◆ Collected data ◆
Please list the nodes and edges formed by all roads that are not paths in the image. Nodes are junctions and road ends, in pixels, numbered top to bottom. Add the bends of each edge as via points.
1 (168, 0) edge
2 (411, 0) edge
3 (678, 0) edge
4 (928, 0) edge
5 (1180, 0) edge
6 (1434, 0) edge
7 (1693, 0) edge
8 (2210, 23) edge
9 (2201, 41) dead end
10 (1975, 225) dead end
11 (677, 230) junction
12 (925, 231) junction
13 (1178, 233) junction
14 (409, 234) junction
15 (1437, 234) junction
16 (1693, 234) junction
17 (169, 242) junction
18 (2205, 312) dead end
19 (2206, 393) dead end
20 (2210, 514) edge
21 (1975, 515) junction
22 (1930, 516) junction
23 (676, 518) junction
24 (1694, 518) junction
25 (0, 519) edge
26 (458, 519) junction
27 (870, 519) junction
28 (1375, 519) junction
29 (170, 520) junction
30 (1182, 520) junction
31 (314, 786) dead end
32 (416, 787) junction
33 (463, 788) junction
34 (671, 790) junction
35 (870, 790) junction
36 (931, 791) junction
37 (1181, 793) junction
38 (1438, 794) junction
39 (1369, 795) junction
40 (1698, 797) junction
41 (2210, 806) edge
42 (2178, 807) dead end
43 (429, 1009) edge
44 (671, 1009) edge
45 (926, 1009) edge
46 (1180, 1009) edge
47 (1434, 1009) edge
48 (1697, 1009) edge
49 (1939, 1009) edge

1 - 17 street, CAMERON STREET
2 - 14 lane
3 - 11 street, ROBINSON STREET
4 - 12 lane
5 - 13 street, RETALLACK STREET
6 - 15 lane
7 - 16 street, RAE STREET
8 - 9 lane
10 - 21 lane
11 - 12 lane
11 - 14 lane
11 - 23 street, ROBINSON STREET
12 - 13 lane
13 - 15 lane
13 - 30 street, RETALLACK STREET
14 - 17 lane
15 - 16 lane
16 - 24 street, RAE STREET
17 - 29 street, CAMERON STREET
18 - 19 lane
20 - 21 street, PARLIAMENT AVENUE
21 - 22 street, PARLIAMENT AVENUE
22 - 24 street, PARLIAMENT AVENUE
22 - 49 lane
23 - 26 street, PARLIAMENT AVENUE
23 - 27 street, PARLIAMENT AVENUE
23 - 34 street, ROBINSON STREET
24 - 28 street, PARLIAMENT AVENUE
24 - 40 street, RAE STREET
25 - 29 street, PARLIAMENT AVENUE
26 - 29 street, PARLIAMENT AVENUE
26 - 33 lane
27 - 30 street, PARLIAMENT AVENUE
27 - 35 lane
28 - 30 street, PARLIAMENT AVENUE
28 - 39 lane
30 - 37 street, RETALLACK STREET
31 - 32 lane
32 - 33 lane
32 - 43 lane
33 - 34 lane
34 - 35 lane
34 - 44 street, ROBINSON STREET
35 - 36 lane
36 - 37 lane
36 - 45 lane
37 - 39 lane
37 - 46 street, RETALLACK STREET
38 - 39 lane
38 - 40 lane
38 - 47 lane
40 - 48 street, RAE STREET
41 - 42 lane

◆ YOUR OBJECTIVE ◆
Each of the records above is to be copied exactly.

◆ RESULT OF THE TASK ◆
Please list the nodes and edges formed by all roads that are not paths in the image. Nodes are junctions and road ends, in pixels, numbered top to bottom. Add the bends of each edge as via points.
1 (168, 0) edge
2 (411, 0) edge
3 (678, 0) edge
4 (928, 0) edge
5 (1180, 0) edge
6 (1434, 0) edge
7 (1693, 0) edge
8 (2210, 23) edge
9 (2201, 41) dead end
10 (1975, 225) dead end
11 (677, 230) junction
12 (925, 231) junction
13 (1178, 233) junction
14 (409, 234) junction
15 (1437, 234) junction
16 (1693, 234) junction
17 (169, 242) junction
18 (2205, 312) dead end
19 (2206, 393) dead end
20 (2210, 514) edge
21 (1975, 515) junction
22 (1930, 516) junction
23 (676, 518) junction
24 (1694, 518) junction
25 (0, 519) edge
26 (458, 519) junction
27 (870, 519) junction
28 (1375, 519) junction
29 (170, 520) junction
30 (1182, 520) junction
31 (314, 786) dead end
32 (416, 787) junction
33 (463, 788) junction
34 (671, 790) junction
35 (870, 790) junction
36 (931, 791) junction
37 (1181, 793) junction
38 (1438, 794) junction
39 (1369, 795) junction
40 (1698, 797) junction
41 (2210, 806) edge
42 (2178, 807) dead end
43 (429, 1009) edge
44 (671, 1009) edge
45 (926, 1009) edge
46 (1180, 1009) edge
47 (1434, 1009) edge
48 (1697, 1009) edge
49 (1939, 1009) edge

1 - 17 street, CAMERON STREET
2 - 14 lane
3 - 11 street, ROBINSON STREET
4 - 12 lane
5 - 13 street, RETALLACK STREET
6 - 15 lane
7 - 16 street, RAE STREET
8 - 9 lane
10 - 21 lane
11 - 12 lane
11 - 14 lane
11 - 23 street, ROBINSON STREET
12 - 13 lane
13 - 15 lane
13 - 30 street, RETALLACK STREET
14 - 17 lane
15 - 16 lane
16 - 24 street, RAE STREET
17 - 29 street, CAMERON STREET
18 - 19 lane
20 - 21 street, PARLIAMENT AVENUE
21 - 22 street, PARLIAMENT AVENUE
22 - 24 street, PARLIAMENT AVENUE
22 - 49 lane
23 - 26 street, PARLIAMENT AVENUE
23 - 27 street, PARLIAMENT AVENUE
23 - 34 street, ROBINSON STREET
24 - 28 street, PARLIAMENT AVENUE
24 - 40 street, RAE STREET
25 - 29 street, PARLIAMENT AVENUE
26 - 29 street, PARLIAMENT AVENUE
26 - 33 lane
27 - 30 street, PARLIAMENT AVENUE
27 - 35 lane
28 - 30 street, PARLIAMENT AVENUE
28 - 39 lane
30 - 37 street, RETALLACK STREET
31 - 32 lane
32 - 33 lane
32 - 43 lane
33 - 34 lane
34 - 35 lane
34 - 44 street, ROBINSON STREET
35 - 36 lane
36 - 37 lane
36 - 45 lane
37 - 39 lane
37 - 46 street, RETALLACK STREET
38 - 39 lane
38 - 40 lane
38 - 47 lane
40 - 48 street, RAE STREET
41 - 42 lane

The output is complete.